2. Online shopping is more convenient than ever. Your employees are probably not going shopping at the mall over their lunch break anymore. More likely, they’re browsing the internet for the perfect gifts . . . and maybe even during work hours. *gasp!* The lines are blurred when it comes to the Internet. One minute, they’re researching how they can best improve the office mojo and the next minute, they’re on Pinterest looking at a list of 100 cheap & easy DIY holiday gifts. (Notice how we didn’t link that one—hehe—you’re welcome.)
According to a 2016 CareerBuilder survey, the most popular solution for preventing wasted time on the Internet is to block certain websites. While you don’t want to oppress your employees, setting up these healthy boundaries could make all the difference in their productivity.
3. Unexpected days off. This one’s mostly for our cold-weather folks. During the winter, it seems like different employees are out sick every week. Colds and the flu seem to spread like wildfire around the office. Plus, working parents have a double whammy, because they have to worry about the bugs going around their kids’ schools. Not to mention snow days, which are major buzzkills. When school is closed and they have no backup child care, they’re stuck at home with the kids.

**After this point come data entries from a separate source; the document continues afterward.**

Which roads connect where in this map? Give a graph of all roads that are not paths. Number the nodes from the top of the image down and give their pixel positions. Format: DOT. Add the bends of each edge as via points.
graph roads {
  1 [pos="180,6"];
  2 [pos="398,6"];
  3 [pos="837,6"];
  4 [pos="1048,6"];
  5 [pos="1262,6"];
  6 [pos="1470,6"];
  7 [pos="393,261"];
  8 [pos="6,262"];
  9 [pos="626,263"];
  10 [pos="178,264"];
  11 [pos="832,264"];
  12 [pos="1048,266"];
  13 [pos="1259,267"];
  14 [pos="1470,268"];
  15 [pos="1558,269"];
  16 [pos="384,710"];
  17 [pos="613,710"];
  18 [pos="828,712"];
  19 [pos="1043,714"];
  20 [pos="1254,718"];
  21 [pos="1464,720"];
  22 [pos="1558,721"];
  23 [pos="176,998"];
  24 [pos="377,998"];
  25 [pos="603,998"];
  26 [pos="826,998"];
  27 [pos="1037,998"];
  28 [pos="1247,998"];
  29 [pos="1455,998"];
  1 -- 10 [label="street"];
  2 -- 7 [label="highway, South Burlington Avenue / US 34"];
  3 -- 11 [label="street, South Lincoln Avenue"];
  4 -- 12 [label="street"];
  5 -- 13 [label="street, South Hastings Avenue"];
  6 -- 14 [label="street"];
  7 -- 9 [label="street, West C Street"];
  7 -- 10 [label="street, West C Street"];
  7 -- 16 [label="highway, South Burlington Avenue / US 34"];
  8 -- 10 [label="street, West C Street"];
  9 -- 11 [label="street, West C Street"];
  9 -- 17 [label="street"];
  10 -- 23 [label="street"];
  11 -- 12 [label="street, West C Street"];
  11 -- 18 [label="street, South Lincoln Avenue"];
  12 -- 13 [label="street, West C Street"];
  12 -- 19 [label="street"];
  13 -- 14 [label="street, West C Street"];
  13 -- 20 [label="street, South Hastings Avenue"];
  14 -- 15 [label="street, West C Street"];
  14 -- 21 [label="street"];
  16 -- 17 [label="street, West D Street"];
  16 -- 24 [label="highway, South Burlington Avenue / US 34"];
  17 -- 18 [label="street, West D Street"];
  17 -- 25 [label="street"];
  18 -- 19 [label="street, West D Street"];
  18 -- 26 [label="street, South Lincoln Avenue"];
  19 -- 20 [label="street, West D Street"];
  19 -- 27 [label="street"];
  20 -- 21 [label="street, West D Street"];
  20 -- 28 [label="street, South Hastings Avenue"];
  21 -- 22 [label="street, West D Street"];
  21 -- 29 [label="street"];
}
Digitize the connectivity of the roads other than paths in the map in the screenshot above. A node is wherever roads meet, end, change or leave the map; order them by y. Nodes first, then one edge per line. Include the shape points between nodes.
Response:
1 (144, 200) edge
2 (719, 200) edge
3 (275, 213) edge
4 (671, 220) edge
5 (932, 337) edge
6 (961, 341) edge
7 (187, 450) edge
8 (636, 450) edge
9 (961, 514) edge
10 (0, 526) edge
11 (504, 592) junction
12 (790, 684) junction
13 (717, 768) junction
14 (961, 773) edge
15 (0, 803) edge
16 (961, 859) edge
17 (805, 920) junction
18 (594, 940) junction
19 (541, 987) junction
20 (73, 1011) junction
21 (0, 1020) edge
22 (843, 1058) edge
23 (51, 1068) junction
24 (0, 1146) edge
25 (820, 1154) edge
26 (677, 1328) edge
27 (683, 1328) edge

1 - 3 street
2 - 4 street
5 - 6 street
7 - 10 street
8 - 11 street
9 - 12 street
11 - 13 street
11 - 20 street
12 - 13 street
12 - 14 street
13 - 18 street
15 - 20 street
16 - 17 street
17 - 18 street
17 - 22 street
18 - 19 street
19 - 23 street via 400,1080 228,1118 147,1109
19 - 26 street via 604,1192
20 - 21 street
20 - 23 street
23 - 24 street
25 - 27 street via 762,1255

Instead of employees missing days of work, encourage them to bring home their laptop at the end of each work day. That way, if they get sick and are still able to work, they can do it from home so they don’t bring their germs into the office. Or, if their kids get a snow day, they can still do some work from home as their kids enjoy building snowmen and drinking hot chocolate.
Oh, and here’s another one: Try letting employees with longer commutes work from home in the morning during the winter months to avoid traffic during bad weather. It’ll show that you care first and foremost about their safety, which will increase their loyalty. Plus, they may even start work a little early, increasing their productivity.
4. They’re stressed out. Sometimes the holidays can be super stressful. For some, it could be money related—they don’t have enough and stress about gift shopping, providing for their family, etc. For others, it could be family related—dysfunctional relatives, family drama or fighting, too many different gatherings to attend, etc.
Talking it out can help people deal with their stress and put things into perspective. And since employees spend 35% of their lives working, it’s beneficial to have a friend at work with whom to talk. As a leader, it’s important to create an environment that encourages friendships and overall good mental health.
We hope these tips inspire you to support and engage your workforce in new ways this holiday season. Cheers to a strong (and focused) Q4!